LEGO fan solves an age-old headache with AI-powered brick sorting machine

By Benjamin Bullard
LEGO AI sorting machine

Making things with LEGOs is the best, but keeping track of all those infinitely sized bricks is the worst. Nothing stinks more than attempting to put the finishing touches on your space station masterpiece only to realize, after sifting through a jumbled pile, that you’re a few pieces short. Wouldn’t it be great if you knew at a glance exactly what materials remained in your invaluable LEGO inventory before your last-minute builder’s frustration sets in?

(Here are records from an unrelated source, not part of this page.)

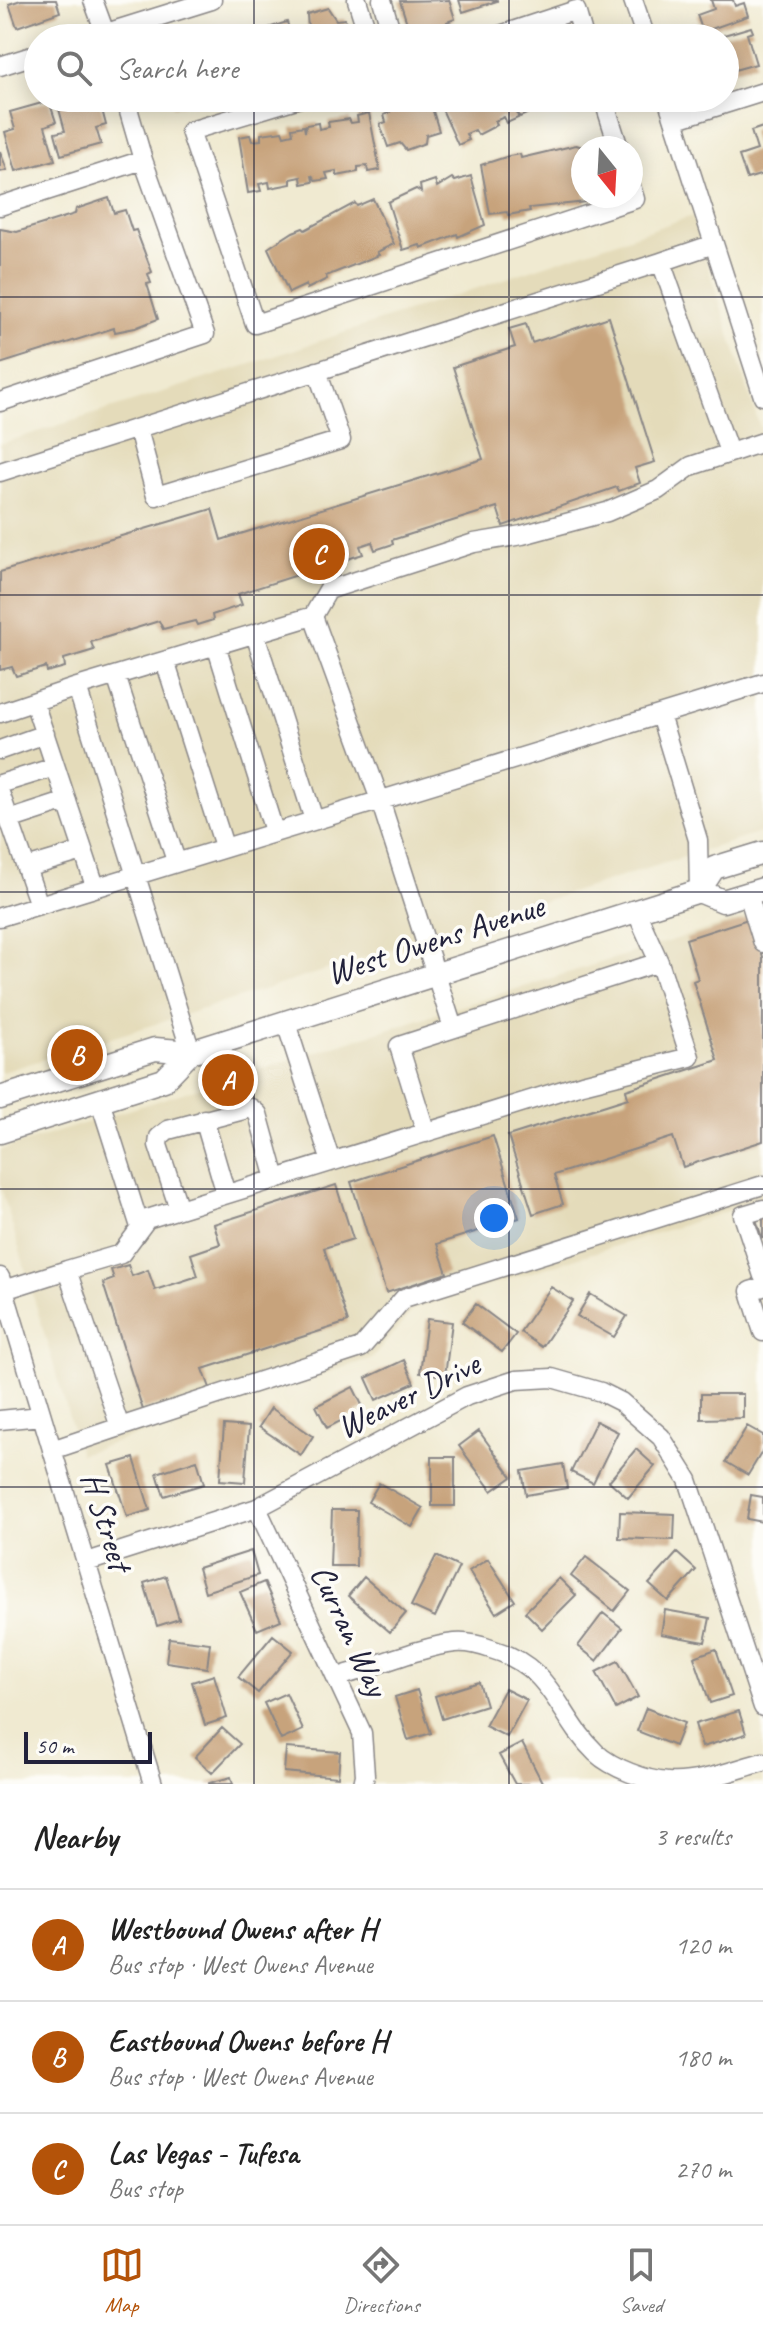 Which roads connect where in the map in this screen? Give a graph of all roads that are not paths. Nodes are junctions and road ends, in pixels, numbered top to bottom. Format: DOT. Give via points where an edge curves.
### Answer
graph roads {
  1 [pos="93,0"];
  2 [pos="212,0"];
  3 [pos="357,0"];
  4 [pos="382,0"];
  5 [pos="633,0"];
  6 [pos="98,24"];
  7 [pos="137,24"];
  8 [pos="364,24"];
  9 [pos="389,24"];
  10 [pos="534,24"];
  11 [pos="580,24"];
  12 [pos="641,24"];
  13 [pos="24,58"];
  14 [pos="0,66"];
  15 [pos="763,92"];
  16 [pos="739,100"];
  17 [pos="129,112"];
  18 [pos="253,112"];
  19 [pos="607,112"];
  20 [pos="671,112"];
  21 [pos="699,112"];
  22 [pos="674,120"];
  23 [pos="615,136"];
  24 [pos="143,160"];
  25 [pos="0,206"];
  26 [pos="608,208"];
  27 [pos="714,244"];
  28 [pos="661,262"];
  29 [pos="755,346"];
  30 [pos="317,371"];
  31 [pos="763,396"];
  32 [pos="0,402"];
  33 [pos="138,429"];
  34 [pos="763,442"];
  35 [pos="729,452"];
  36 [pos="0,472"];
  37 [pos="313,616"];
  38 [pos="255,634"];
  39 [pos="216,645"];
  40 [pos="165,661"];
  41 [pos="116,676"];
  42 [pos="763,683"];
  43 [pos="77,687"];
  44 [pos="34,702"];
  45 [pos="0,713"];
  46 [pos="660,715"];
  47 [pos="45,734"];
  48 [pos="0,750"];
  49 [pos="55,767"];
  50 [pos="0,784"];
  51 [pos="0,793"];
  52 [pos="380,800"];
  53 [pos="67,801"];
  54 [pos="9,820"];
  55 [pos="314,820"];
  56 [pos="274,831"];
  57 [pos="224,846"];
  58 [pos="83,851"];
  59 [pos="763,853"];
  60 [pos="176,861"];
  61 [pos="26,868"];
  62 [pos="137,872"];
  63 [pos="95,886"];
  64 [pos="699,891"];
  65 [pos="756,892"];
  66 [pos="39,905"];
  67 [pos="636,911"];
  68 [pos="0,917"];
  69 [pos="763,943"];
  70 [pos="659,962"];
  71 [pos="436,975"];
  72 [pos="286,1023"];
  73 [pos="453,1028"];
  74 [pos="191,1052"];
  75 [pos="0,1098"];
  76 [pos="100,1101"];
  77 [pos="204,1119"];
  78 [pos="0,1132"];
  79 [pos="426,1133"];
  80 [pos="331,1162"];
  81 [pos="276,1179"];
  82 [pos="763,1185"];
  83 [pos="226,1194"];
  84 [pos="179,1209"];
  85 [pos="763,1209"];
  86 [pos="140,1227"];
  87 [pos="67,1270"];
  88 [pos="763,1276"];
  89 [pos="763,1287"];
  90 [pos="2,1290"];
  91 [pos="763,1332"];
  92 [pos="41,1416"];
  93 [pos="0,1420"];
  94 [pos="120,1427"];
  95 [pos="52,1450"];
  96 [pos="257,1508"];
  97 [pos="87,1562"];
  98 [pos="338,1677"];
  99 [pos="763,1707"];
  100 [pos="763,1762"];
  101 [pos="153,1784"];
  102 [pos="363,1784"];
  1 -- 6 [label="street"];
  2 -- 7 [label="street"];
  3 -- 8 [label="street"];
  4 -- 9 [label="street"];
  5 -- 12 [label="street"];
  10 -- 11 [label="street" via="576,10"];
  13 -- 14 [label="street"];
  15 -- 16 [label="street"];
  17 -- 24 [label="street"];
  18 -- 26 [label="street" via="190,131 255,324"];
  19 -- 23 [label="street"];
  20 -- 22 [label="street"];
  21 -- 22 [label="street"];
  22 -- 27 [label="street"];
  24 -- 25 [label="street"];
  24 -- 32 [label="street" via="205,334"];
  27 -- 28 [label="street"];
  27 -- 29 [label="street"];
  28 -- 30 [label="street"];
  28 -- 35 [label="street"];
  29 -- 31 [label="street"];
  30 -- 33 [label="street"];
  30 -- 33 [label="street" via="341,440 156,496"];
  33 -- 36 [label="street"];
  34 -- 35 [label="street"];
  35 -- 37 [label="street" via="691,466 658,490 607,512 474,543 328,590"];
  37 -- 38 [label="street"];
  37 -- 52 [label="street"];
  38 -- 39 [label="street"];
  38 -- 55 [label="street"];
  39 -- 40 [label="street"];
  39 -- 56 [label="street"];
  40 -- 41 [label="street"];
  40 -- 57 [label="street"];
  41 -- 43 [label="street"];
  41 -- 60 [label="street"];
  42 -- 46 [label="street"];
  43 -- 44 [label="street"];
  43 -- 62 [label="street"];
  44 -- 45 [label="street"];
  44 -- 47 [label="street"];
  46 -- 52 [label="street"];
  46 -- 64 [label="street" via="698,840"];
  47 -- 48 [label="street"];
  47 -- 49 [label="street"];
  49 -- 50 [label="street"];
  49 -- 53 [label="street"];
  51 -- 54 [label="street"];
  52 -- 55 [label="street"];
  52 -- 71 [label="street"];
  53 -- 54 [label="street"];
  53 -- 58 [label="street"];
  54 -- 61 [label="street"];
  55 -- 56 [label="street"];
  56 -- 57 [label="street"];
  57 -- 60 [label="street"];
  58 -- 61 [label="street"];
  58 -- 63 [label="street"];
  59 -- 64 [label="main road, West Owens Avenue" via="714,868"];
  60 -- 62 [label="street"];
  61 -- 66 [label="street"];
  62 -- 63 [label="street"];
  62 -- 74 [label="street"];
  63 -- 66 [label="street"];
  64 -- 65 [label="main road, West Owens Avenue" via="723,901"];
  64 -- 67 [label="main road, West Owens Avenue"];
  65 -- 69 [label="street"];
  66 -- 68 [label="street"];
  67 -- 70 [label="street"];
  67 -- 71 [label="main road, West Owens Avenue"];
  70 -- 73 [label="street"];
  70 -- 79 [label="street" via="690,1057"];
  71 -- 72 [label="main road, West Owens Avenue"];
  71 -- 73 [label="street"];
  72 -- 74 [label="main road, West Owens Avenue"];
  72 -- 80 [label="street"];
  73 -- 79 [label="street" via="399,1046"];
  74 -- 75 [label="main road, West Owens Avenue" via="155,1049"];
  74 -- 76 [label="main road, West Owens Avenue" via="164,1080"];
  76 -- 78 [label="main road, West Owens Avenue"];
  76 -- 86 [label="street"];
  77 -- 81 [label="street" via="251,1108 258,1114"];
  77 -- 83 [label="street"];
  77 -- 84 [label="street" via="159,1137"];
  79 -- 80 [label="street"];
  80 -- 81 [label="street"];
  81 -- 83 [label="street"];
  82 -- 94 [label="street" via="404,1298 361,1348"];
  83 -- 84 [label="street"];
  84 -- 86 [label="street" via="147,1219"];
  85 -- 88 [label="street" via="743,1215"];
  86 -- 87 [label="street" via="121,1254"];
  87 -- 90 [label="street"];
  87 -- 94 [label="street"];
  89 -- 91 [label="street" via="750,1291"];
  90 -- 92 [label="street, H Street"];
  92 -- 93 [label="street"];
  92 -- 95 [label="street, H Street"];
  94 -- 95 [label="street"];
  95 -- 97 [label="street, H Street"];
  96 -- 97 [label="street, Weaver Drive"];
  96 -- 98 [label="street, Curran Way"];
  96 -- 99 [label="street, Weaver Drive" via="496,1384 552,1378 601,1392 643,1418 682,1468"];
  97 -- 101 [label="street, H Street"];
  98 -- 100 [label="street" via="455,1643 481,1646 509,1654 532,1669 596,1752 616,1766 665,1782 690,1782"];
  98 -- 102 [label="street, Curran Way" via="362,1733"];
}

LEGO fan Daniel West thought so, and he decided to do something about it. Armed with some impressive computing knowledge and an abundance of patience, West set out to build an AI-powered automated sorting machine that does all the dirty work of putting similarly sized pieces with their own kind — and get this: He built his amazing creation out of LEGOs.

Behold, the game-changing contraption that West has dubbed “the world's first Universal LEGO Sorting Machine” ...

From the clip, it really does appear to be as easy as it sounds: Dump in a chaotic hodgepodge of just about any LEGO piece that’s ever been created, and watch as the machine dutifully scratches that OCD itch to put everything in its proper place. The 3x2 pieces get dumped into the 3x2 bin; the tiny 1x2 pieces go with the other 1x2s; and on and on until you have a nice, neatly organized stockpile of raw LEGO material ready to satisfy your most ambitious creative urge.

West explains in the info that accompanies the video that there’s a handful of specialty pieces the machine can’t process: “parts that are unable to fit in the machine, [or] flexible/articulated parts,” as well as parts that haven’t yet been documented in the LDraw parts library — the open-source computer architectural drawing resource that catalogs the multitude of pieces LEGO has produced over the years.

West gives a shout-out to a similar sorting machine another LEGO fan made back in 2011 as inspiration for his souped-up device, though the earlier version relied on simple physics (shape and weight) rather than machine learning to get the job done. But whether it’s a machine that goes by feel or one — like West’s — that deploys the brain power of an AI neural network, we confess to not being terribly picky. Just hurry up and figure out a way to mass-produce this block-sortin' bad boy … so we can finally get our own LEGO houses in order.